Tom Krazit Former Staff writer, CNET News
Tom Krazit writes about the ever-expanding world of Google, as the most prominent company on the Internet defends its search juggernaut while expanding into nearly anything it thinks possible. He has previously written about Apple, the traditional PC industry, and chip companies. E-mail Tom.
Tom Krazit
2 min read

The iPhonewill make its official debut in Japan later this year on SoftBank's mobile network, the company announced Wednesday.

Japan's SoftBank mobile will bring the iPhone to that country later this year. CNET Networks

SoftBank is the third largest carrier in Japan, behind NTT DoCoMo and KDDI. But DoCoMo and KDDI have has built networks based on the CDMA family of standards (used by Sprint and Verizon in the U.S.), while SoftBank's network is based on the GSM family of standards currently used by the iPhone. Apple is expected to unveil a next-generation iPhone next week, but few expect the company to have a CDMA-version ready at this point in the iPhone's history. (Updated 11:30 a.m. PDT: I screwed this part up, DoCoMo's network is indeed based on the GSM family of technologies.)
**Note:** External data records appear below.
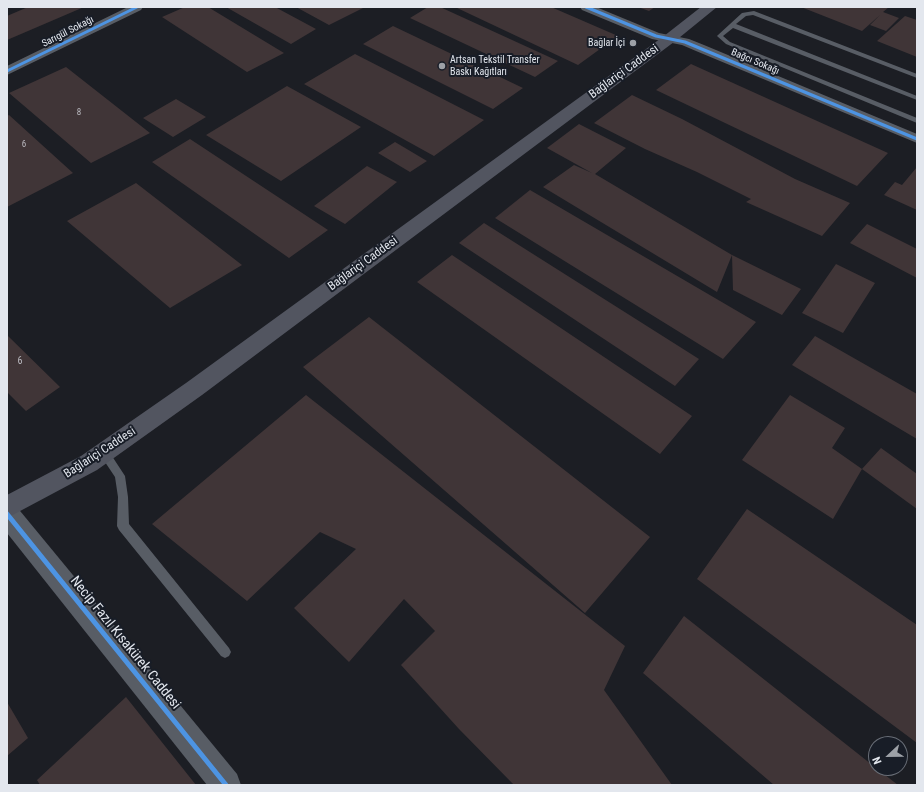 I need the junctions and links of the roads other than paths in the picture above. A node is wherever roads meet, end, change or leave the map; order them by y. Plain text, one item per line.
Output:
1 (137, 7) edge
2 (586, 7) edge
3 (710, 7) edge
4 (732, 25) junction
5 (669, 39) junction
6 (7, 72) edge
7 (917, 76) edge
8 (917, 98) edge
9 (917, 121) edge
10 (917, 139) edge
11 (104, 453) junction
12 (7, 507) edge
13 (7, 514) edge
14 (225, 652) dead end
15 (226, 785) edge

1 - 6 street, Sarıgül Sokağı
2 - 5 street, Bağcı Sokağı
3 - 5 main road, Bağlariçi Caddesi
4 - 7 lane
4 - 8 lane
4 - 9 lane
5 - 10 street, Bağcı Sokağı
5 - 11 main road, Bağlariçi Caddesi
11 - 12 main road, Bağlariçi Caddesi
11 - 14 lane
13 - 15 street, Necip Fazıl Kısakürek Caddesi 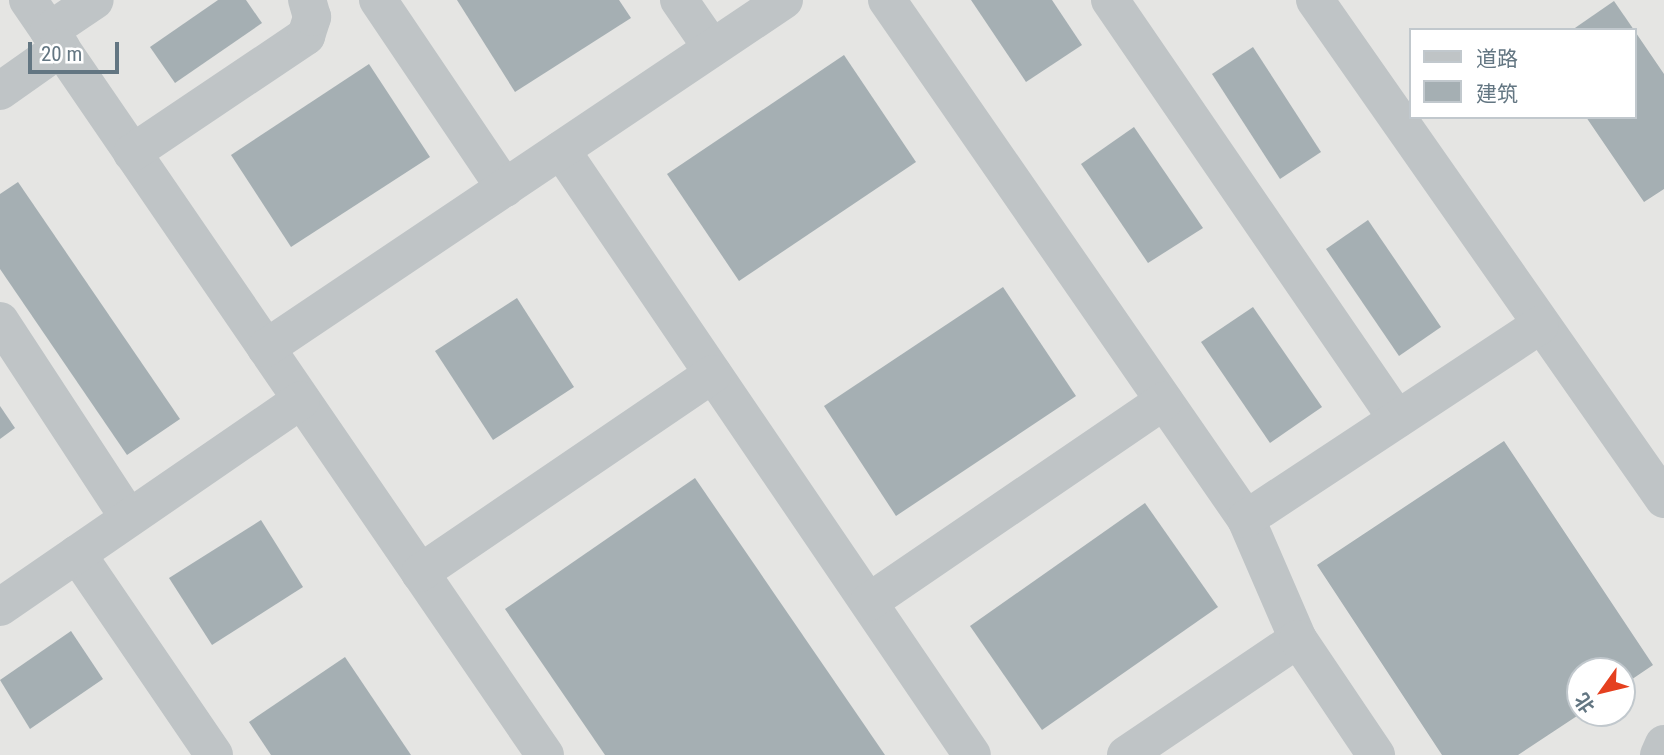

SoftBank made the announcement in one of the shortest press releases I've ever seen. The entire text? "SOFTBANK MOBILE Corp. today announced it has signed an agreement with Apple to bring the iPhone to Japan later this year." As such, we have no idea whether that means the 3G version will come directly to Japanese customers, but that would make sense given nature of the Japanese market.

Apple has now cut deals to bring the iPhone to dozens of countries worldwide, but Japan's cell phone-crazy market will be an interesting test for the company. Multimedia phones, mobile Internet browsing, and fast network connections are old hat to Japanese mobile phone buyers.

The last big whale out there for Apple is now China, which has a thriving underground iPhone market already. Talks between Apple and China Mobile, China's largest carrier, have been reported as off-and-on for several months but there's no deal in place.